Blog 70. Emergencies, Disasters, and Fears

The headline reads, “Americans Unprepared for Natural Disasters.”  The article is not sensational journalism.  It appeared last November in the sedate weekly newsletter, called EOS (Earth Ocean Space) of the American Geophysical Union, the association of some 63000 persons, mostly earth and space scientists.

The EOS article cited a survey by social scientists at Chapman University, in which Americans were asked about what things they feared and how well they were prepared for natural disasters.  It seems that major fears are
* personal safety (such as walking alone at night),
* one’s personal future (job, illness),
* the internet, surveillance, identity theft,
* criminal victimization (murder, mass shooting),
* government and/or immigrants,
* pollution, natural disasters, and man-made disasters.

The EOS review of the survey focused only on the fear of natural disasters, highlighting the fact (also found by the Federal Emergency Management Agency) that there is no relationship between how much a person fears a disaster and how prepared that person is.  In the midwest, northeast and south, only 19%-26% of the people keep an emergency kit.  In the west, some 35% keep emergency supplies.  Perhaps the image or doctrine of rugged self-reliance still exists in the sagebrush society.

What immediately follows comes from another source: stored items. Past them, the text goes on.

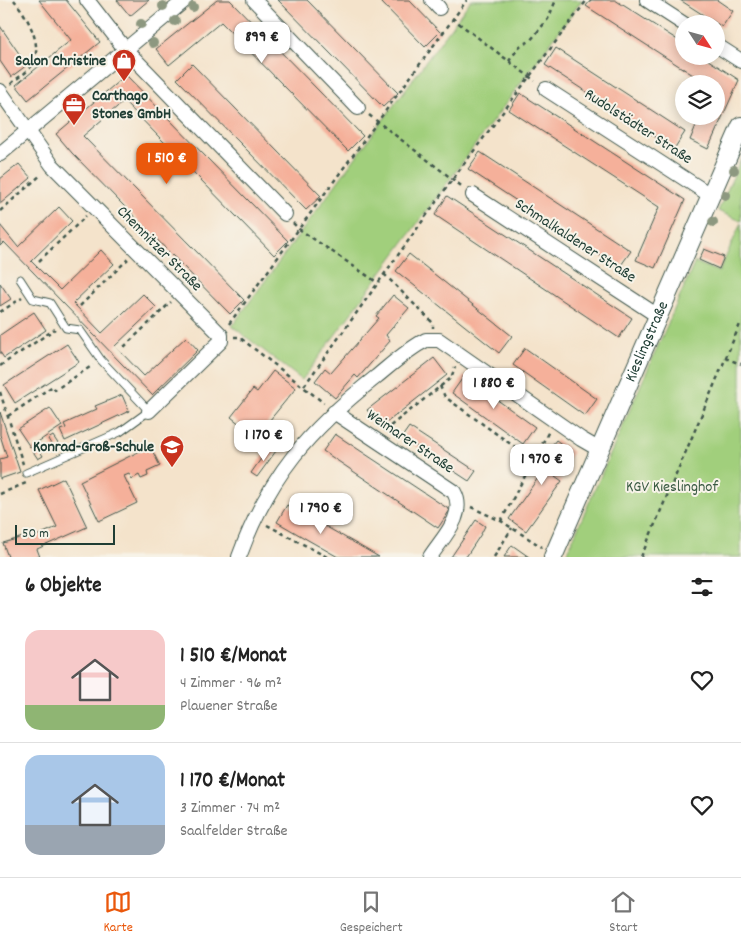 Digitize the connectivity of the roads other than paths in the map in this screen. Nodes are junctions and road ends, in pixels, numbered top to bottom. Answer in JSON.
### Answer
{"nodes":[{"id":1,"x":87,"y":0,"type":"edge"},
{"id":2,"x":185,"y":0,"type":"edge"},
{"id":3,"x":254,"y":0,"type":"edge"},
{"id":4,"x":647,"y":0,"type":"edge"},
{"id":5,"x":675,"y":18,"type":"edge"},
{"id":6,"x":125,"y":50,"type":"junction"},
{"id":7,"x":725,"y":51,"type":"edge"},
{"id":8,"x":741,"y":61,"type":"edge"},
{"id":9,"x":546,"y":89,"type":"dead end"},
{"id":10,"x":1,"y":92,"type":"edge"},
{"id":11,"x":358,"y":108,"type":"road end"},
{"id":12,"x":741,"y":126,"type":"edge"},
{"id":13,"x":27,"y":130,"type":"junction"},
{"id":14,"x":0,"y":154,"type":"edge"},
{"id":15,"x":473,"y":195,"type":"dead end"},
{"id":16,"x":710,"y":195,"type":"junction"},
{"id":17,"x":286,"y":214,"type":"dead end"},
{"id":18,"x":20,"y":279,"type":"dead end"},
{"id":19,"x":658,"y":316,"type":"junction"},
{"id":20,"x":149,"y":411,"type":"junction"},
{"id":21,"x":334,"y":412,"type":"junction"},
{"id":22,"x":600,"y":450,"type":"junction"},
{"id":23,"x":26,"y":473,"type":"road end"},
{"id":24,"x":553,"y":556,"type":"edge"},
{"id":25,"x":241,"y":557,"type":"edge"},
{"id":26,"x":430,"y":557,"type":"edge"}],
"edges":[{"from":1,"to":6,"type":"street"},
{"from":2,"to":6,"type":"street"},
{"from":3,"to":11,"type":"street"},
{"from":4,"to":5,"type":"street"},
{"from":6,"to":13,"type":"street"},
{"from":6,"to":17,"type":"street"},
{"from":7,"to":8,"type":"street"},
{"from":9,"to":16,"type":"street","name":"Rudolstädter Straße"},
{"from":10,"to":13,"type":"street","name":"Chemnitzer Straße"},
{"from":12,"to":16,"type":"street","name":"Kieslingstraße"},
{"from":13,"to":14,"type":"street"},
{"from":13,"to":20,"type":"street","name":"Chemnitzer Straße"},
{"from":15,"to":19,"type":"street","name":"Schmalkaldener Straße"},
{"from":16,"to":19,"type":"street","name":"Kieslingstraße"},
{"from":18,"to":20,"type":"lane"},
{"from":19,"to":22,"type":"street","name":"Kieslingstraße"},
{"from":20,"to":23,"type":"lane"},
{"from":21,"to":22,"type":"street"},
{"from":21,"to":25,"type":"street"},
{"from":21,"to":26,"type":"street","name":"Weimarer Straße"},
{"from":22,"to":24,"type":"street","name":"Kieslingstraße"}]}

Why don’t we all keep emergency kits?  Well, as the EOS article reported, a different study following Hurricane Sandy in 2012 found that most people think bad things will happen to others, not themselves.  About one-third of respondents in a follow-up of the Chapman survey thought some emergency services would help them.  I’m reminded of the images of people waiting for help day after day at a central facility in New Orleans after Hurricane Katrina, while reporters came and went.  Could the affected folks have walked out?,  Apparently, that option was not in the shared mindset.  Without preparation, it’s difficult to see oneself as empowered to act when in a disaster.

So we’re unprepared, physically or mentally, for the disasters we fear.  What about the other fears listed above?  Why are people afraid?  The Chapman researchers developed fear factors.

Two big personal characteristics correlate with the fears:
1) Low education; and 2) high frequency of TV watching.

Especially talk TV and true crime TV.

Other factors also correlate with fears.  Republicans tend to fear today’s youth, the government, and immigrants.  Fears of personal safety, pollution, and man-made disasters rank higher among Democrats.  Across the population, people believe crime is rising.  The statistics show crime is decreasing.

So what are we to make of the fears?
It’s ok to fear a real threat.  Those who have low education and live in inner-city poverty experience more income insecurity, and more personal crime, while being less empowered to protect themselves.  Those seem like real fears, encouraged by low income and excess of TV.  However, across the population, unrealistic fears are also stoked by the combination of idle time and spectacular TV.  What’s needed is a better capacity for critical evaluation—for everybody.  A comment on the Chapman fear-factor web page offered this analysis:
“My advice is to unplug from the 24-hour Amygdala Alarm Stimulation System.
“It is designed and perfectly tuned to push every alarm button in the brain, . . . Alarm coded colored graphics that move; big, serious talking heads speaking in somber tones; musical and sound cues that have an alarming nature about them; breathless on-the-scene reporting of rumors; file footage of dead and dying patients, doctors in moon suits.
“The whole system is designed to take advantage of the fact that our brain’s amygdala (alarm center) cannot distinguish a rational fear of an event next door . . . and word of a similar event 2000 miles away.”

The way out.
The prevalent propagation of fear in media, in politics, and in social networks is a strong argument for science education—that is, critical reasoning.  Critical reasoning empowers a person to evaluate circumstances and to act as needed.  As my father once said, “Give a kid money and you’ll spoil him; give him an education and nobody can take it away.”  Well, Dad didn’t have any money to give, but I’m thankful for that education in critical reasoning.  An education including science.